The Medical Corps is one of the largest health organizations in the country and faces unique challenges, providing it with opportunities not available elsewhere.

The main purpose of Furer’s unit is not only to create new and innovative medical technology, but to promote a spirit among troops to collaborate with key players such as health organizations, government agencies and academic institutions both in Israel and abroad.

Israel is known as the Start-Up Nation, and “the military is just one segment of Israel’s innovative community,” Furer said. “We firmly believe that the digital era will enable us to get closer to our patients and bring forward innovative ideas and solutions to the most challenging environments.”

Furer said he believes his unit will “revolutionize healthcare in the country” with the best and brightest caregivers in the country, and he doesn’t want the answers but the challenges. “Medical innovations are very hot right now. There’s a lot of buzz surrounding them,” Furer said.

One such project is to use virtual reality glasses like Microsoft’s HoloLens. It allows for paramedics treating wounded soldiers on the battlefield to get guided treatment from a doctor in a hospital who does not have to deal with all of the sounds of battle in the background.

According to Furer, a trial with the HoloLens glasses showed that paramedics had more self-confidence while providing treatment.
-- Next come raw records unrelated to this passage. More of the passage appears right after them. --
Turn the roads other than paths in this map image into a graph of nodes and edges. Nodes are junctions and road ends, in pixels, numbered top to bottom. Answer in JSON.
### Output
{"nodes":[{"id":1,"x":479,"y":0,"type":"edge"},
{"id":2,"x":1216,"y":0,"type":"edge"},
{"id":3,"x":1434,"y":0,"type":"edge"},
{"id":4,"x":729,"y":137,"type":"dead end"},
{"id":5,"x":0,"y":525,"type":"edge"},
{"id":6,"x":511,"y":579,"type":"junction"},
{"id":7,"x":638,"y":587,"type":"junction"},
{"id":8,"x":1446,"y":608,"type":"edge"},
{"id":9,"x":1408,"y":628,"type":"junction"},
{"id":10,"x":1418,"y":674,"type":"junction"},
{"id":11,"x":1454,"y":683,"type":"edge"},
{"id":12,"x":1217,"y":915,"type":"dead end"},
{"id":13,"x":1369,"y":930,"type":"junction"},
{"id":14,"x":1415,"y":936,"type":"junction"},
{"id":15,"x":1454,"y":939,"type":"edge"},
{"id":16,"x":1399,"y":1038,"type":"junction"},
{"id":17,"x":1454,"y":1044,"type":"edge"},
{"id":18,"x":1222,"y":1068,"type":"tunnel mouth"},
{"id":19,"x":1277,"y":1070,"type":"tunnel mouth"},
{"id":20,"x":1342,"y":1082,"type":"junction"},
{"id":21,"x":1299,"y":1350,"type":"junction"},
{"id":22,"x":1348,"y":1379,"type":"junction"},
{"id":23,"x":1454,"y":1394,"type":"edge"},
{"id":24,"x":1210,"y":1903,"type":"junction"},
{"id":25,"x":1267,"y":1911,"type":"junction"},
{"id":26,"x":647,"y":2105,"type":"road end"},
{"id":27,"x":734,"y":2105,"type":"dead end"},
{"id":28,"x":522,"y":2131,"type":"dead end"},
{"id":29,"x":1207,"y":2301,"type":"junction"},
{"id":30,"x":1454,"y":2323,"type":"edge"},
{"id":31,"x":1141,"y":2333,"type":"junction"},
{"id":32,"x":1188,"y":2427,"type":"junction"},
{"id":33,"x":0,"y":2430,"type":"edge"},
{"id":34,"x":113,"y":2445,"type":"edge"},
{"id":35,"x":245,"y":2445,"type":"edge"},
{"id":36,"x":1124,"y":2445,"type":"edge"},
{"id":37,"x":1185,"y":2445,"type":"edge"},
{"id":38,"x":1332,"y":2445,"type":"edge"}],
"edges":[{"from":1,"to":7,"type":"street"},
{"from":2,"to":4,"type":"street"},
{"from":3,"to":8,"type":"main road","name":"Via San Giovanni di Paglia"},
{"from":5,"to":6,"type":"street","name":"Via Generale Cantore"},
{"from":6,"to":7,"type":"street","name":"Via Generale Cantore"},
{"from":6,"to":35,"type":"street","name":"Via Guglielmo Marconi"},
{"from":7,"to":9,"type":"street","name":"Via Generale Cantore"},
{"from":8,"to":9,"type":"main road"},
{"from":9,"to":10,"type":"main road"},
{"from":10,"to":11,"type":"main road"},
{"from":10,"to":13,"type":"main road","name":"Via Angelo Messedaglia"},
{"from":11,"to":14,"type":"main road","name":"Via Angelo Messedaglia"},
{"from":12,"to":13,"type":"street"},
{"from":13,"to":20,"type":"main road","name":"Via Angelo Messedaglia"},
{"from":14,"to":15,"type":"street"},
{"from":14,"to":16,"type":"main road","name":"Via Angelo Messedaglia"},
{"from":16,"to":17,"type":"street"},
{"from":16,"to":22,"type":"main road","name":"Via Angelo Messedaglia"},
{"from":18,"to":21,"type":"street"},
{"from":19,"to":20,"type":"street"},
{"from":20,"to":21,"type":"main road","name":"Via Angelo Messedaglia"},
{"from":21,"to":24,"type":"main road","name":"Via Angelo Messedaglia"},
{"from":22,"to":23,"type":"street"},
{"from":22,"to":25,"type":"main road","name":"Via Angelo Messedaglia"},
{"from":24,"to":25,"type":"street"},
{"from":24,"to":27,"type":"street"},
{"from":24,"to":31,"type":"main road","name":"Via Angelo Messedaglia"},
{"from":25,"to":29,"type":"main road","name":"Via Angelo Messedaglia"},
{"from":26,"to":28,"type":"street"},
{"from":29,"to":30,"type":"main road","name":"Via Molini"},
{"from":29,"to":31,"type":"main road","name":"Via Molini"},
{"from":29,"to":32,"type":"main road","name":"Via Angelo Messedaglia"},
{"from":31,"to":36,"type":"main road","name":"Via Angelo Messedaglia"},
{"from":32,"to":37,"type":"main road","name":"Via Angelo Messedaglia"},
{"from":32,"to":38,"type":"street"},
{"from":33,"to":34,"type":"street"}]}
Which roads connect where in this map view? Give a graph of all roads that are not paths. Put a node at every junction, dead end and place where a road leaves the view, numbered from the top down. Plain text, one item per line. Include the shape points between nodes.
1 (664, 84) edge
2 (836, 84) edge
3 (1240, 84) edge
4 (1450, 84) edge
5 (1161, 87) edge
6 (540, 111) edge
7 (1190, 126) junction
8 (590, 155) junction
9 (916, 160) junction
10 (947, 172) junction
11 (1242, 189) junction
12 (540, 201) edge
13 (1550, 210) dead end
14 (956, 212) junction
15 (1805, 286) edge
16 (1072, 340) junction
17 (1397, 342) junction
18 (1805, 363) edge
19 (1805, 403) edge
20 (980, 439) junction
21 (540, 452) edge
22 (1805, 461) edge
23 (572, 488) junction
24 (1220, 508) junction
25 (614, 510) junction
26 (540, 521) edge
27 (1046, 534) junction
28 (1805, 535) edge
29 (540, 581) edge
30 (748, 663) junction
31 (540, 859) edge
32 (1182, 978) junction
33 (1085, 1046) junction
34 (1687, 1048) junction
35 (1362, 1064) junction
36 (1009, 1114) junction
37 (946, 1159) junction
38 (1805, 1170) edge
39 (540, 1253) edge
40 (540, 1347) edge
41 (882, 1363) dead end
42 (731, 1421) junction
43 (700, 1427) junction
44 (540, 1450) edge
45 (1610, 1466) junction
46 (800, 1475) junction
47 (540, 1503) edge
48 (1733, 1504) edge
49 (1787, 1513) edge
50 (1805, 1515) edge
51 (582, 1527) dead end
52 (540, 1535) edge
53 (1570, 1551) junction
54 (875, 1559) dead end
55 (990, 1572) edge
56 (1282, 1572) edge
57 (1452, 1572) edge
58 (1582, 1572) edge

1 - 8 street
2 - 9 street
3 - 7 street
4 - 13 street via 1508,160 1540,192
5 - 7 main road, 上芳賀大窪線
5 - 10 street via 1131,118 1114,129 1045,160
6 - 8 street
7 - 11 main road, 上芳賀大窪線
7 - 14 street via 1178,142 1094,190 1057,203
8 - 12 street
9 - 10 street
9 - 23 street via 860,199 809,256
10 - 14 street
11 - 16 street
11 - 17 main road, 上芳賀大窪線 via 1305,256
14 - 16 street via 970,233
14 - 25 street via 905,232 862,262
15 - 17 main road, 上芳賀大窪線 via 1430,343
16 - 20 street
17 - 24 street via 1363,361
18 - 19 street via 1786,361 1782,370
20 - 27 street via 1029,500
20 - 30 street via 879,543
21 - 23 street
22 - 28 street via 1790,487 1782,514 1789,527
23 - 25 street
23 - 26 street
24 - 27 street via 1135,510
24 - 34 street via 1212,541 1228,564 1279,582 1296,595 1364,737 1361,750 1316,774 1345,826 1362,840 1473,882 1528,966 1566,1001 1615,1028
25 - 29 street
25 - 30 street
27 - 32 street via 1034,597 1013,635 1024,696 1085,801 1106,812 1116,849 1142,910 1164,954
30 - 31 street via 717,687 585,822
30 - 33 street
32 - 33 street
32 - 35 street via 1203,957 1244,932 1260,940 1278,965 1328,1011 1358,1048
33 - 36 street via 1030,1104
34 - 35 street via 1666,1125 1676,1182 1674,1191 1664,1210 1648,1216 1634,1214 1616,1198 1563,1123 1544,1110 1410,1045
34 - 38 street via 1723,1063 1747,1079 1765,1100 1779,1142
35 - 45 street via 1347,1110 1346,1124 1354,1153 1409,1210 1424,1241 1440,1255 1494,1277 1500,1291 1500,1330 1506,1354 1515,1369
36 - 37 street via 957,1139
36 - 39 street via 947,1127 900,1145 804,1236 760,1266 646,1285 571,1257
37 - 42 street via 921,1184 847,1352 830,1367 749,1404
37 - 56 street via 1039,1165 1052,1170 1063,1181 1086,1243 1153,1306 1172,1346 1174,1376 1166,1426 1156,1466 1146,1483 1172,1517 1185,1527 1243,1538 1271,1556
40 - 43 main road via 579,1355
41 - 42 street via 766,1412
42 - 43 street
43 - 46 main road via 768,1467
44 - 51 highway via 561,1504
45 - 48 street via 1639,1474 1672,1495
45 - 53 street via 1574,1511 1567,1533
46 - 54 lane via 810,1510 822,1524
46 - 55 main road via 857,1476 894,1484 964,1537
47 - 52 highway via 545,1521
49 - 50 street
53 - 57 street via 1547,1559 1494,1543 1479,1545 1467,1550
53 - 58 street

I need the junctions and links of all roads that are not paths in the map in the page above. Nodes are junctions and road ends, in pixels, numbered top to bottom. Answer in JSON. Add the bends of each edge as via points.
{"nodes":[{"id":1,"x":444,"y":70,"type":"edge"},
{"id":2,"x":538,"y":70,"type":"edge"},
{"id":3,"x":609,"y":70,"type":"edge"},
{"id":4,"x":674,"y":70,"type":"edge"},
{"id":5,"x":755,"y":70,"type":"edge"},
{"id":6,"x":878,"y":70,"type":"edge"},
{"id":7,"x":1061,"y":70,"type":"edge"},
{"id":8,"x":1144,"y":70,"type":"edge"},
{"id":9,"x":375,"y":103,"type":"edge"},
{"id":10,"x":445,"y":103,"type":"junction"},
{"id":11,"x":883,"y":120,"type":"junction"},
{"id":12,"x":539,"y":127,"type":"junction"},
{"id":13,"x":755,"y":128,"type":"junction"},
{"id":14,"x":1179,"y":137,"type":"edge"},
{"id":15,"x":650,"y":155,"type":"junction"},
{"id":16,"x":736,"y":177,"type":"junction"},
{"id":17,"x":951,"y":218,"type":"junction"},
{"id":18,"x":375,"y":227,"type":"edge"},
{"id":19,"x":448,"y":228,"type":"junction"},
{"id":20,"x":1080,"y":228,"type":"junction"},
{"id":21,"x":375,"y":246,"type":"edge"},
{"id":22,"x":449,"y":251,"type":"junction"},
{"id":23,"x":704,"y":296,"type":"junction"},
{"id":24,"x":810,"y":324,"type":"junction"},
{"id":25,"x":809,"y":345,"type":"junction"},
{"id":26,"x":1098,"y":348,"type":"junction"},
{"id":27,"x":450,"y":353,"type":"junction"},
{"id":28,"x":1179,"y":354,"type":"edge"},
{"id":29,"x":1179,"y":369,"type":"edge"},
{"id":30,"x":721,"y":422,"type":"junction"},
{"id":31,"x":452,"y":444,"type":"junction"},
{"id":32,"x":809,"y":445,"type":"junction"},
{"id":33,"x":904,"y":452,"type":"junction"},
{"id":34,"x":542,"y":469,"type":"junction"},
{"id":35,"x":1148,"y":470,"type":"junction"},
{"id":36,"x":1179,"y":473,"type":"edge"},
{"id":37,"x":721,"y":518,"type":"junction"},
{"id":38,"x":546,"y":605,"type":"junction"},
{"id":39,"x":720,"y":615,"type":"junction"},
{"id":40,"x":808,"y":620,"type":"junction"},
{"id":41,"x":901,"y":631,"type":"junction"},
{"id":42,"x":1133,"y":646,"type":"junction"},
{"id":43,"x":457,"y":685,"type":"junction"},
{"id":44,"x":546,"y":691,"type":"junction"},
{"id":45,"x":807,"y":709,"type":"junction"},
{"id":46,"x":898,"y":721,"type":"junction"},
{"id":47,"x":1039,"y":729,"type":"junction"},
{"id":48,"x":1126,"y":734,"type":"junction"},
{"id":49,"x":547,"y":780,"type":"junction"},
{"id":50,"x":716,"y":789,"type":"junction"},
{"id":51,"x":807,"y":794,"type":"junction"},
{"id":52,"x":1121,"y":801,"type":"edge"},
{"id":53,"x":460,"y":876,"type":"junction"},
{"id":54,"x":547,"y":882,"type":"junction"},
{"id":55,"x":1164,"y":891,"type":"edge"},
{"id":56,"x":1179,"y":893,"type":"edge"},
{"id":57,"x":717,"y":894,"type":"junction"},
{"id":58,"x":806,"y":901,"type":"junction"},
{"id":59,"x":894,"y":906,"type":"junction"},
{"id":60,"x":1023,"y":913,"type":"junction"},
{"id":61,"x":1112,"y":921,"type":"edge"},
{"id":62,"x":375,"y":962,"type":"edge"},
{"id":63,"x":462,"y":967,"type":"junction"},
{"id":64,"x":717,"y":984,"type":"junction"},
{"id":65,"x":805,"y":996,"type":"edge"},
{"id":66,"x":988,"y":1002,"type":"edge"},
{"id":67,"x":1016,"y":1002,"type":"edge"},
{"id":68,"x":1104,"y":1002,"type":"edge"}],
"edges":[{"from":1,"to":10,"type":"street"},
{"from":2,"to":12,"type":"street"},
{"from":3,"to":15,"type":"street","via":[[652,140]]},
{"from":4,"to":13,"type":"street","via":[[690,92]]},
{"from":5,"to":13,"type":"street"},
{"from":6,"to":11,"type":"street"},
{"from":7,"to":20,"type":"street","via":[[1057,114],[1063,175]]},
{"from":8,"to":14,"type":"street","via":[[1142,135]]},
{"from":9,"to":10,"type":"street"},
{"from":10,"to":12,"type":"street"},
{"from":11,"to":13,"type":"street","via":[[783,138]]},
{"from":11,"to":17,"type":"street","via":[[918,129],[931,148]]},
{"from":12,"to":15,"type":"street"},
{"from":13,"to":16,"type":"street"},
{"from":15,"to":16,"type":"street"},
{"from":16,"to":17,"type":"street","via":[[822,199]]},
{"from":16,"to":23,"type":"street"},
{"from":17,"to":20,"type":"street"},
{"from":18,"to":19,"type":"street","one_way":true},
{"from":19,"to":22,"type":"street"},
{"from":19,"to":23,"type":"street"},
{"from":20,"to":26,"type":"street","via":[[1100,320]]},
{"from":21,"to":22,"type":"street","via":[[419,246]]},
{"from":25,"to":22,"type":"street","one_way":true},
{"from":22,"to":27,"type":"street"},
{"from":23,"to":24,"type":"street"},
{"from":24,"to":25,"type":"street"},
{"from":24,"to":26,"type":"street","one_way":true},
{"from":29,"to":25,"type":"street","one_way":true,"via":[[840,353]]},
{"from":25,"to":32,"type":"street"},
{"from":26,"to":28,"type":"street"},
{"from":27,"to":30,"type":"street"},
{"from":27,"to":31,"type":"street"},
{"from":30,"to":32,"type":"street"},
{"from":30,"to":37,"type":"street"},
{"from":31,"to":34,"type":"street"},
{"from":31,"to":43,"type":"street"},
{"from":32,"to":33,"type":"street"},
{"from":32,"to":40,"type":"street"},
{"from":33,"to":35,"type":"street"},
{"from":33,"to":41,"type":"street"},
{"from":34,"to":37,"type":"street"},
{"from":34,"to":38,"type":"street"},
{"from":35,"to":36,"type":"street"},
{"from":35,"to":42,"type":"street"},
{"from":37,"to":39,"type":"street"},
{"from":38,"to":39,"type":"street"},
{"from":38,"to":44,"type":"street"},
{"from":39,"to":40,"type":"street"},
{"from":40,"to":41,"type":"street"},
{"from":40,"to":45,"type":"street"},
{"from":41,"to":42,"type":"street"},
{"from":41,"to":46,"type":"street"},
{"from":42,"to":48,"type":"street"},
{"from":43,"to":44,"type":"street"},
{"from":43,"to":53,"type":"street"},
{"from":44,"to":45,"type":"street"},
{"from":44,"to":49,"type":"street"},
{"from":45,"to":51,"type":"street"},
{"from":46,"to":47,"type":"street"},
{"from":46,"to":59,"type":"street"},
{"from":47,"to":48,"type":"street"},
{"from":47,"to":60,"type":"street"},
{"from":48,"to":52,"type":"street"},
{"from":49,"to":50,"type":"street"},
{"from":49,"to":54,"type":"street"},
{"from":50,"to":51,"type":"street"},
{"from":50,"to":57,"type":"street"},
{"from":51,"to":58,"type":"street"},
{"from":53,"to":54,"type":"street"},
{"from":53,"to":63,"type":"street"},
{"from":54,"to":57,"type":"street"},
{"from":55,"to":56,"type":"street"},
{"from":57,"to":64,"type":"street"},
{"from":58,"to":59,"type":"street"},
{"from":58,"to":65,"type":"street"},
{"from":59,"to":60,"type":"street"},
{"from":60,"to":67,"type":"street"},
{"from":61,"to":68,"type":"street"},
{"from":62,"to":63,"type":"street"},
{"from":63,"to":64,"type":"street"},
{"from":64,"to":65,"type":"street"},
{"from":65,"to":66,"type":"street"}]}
But with a cost per unit of $3,500, “the technology is challenging,” Furer admitted.

In July, IDF troops took an opportunity to try another innovative technique to drastically reduce the time that a wounded patient’s data gets to the doctors in hospitals.

“We had a problem that, from the time when we get to injured people and begin to treat them, to the time that their information gets to the relevant authorities down the chain of treatment, it takes time. And it takes time for them to physically arrive,” Furer explained.

His unit then came up with the idea of placing a bar code on the injured individual and develop a smartphone application where the paramedic in the field can place all of the patient’s relevant medical information.

“You take a picture of the bar code, open the application, fill in the fields, and the moment you press send, all of the information is shared with the entire chain of treatment in real time,” he said.

Furer explained to the Post that he had paramedics attach the bar code to wounded Syrians who came to Israel for medical treatment as part of the IDF’s Operation Good Neighbor, and saw that they were able to transfer all relevant medical information to doctors at Nahariya’s Galilee Medical Center .

“We had a paramedic try the system on injured Syrians, and the doctors in Nahariya were able to plan ahead to receive the patients, an hour and a half before they arrived.”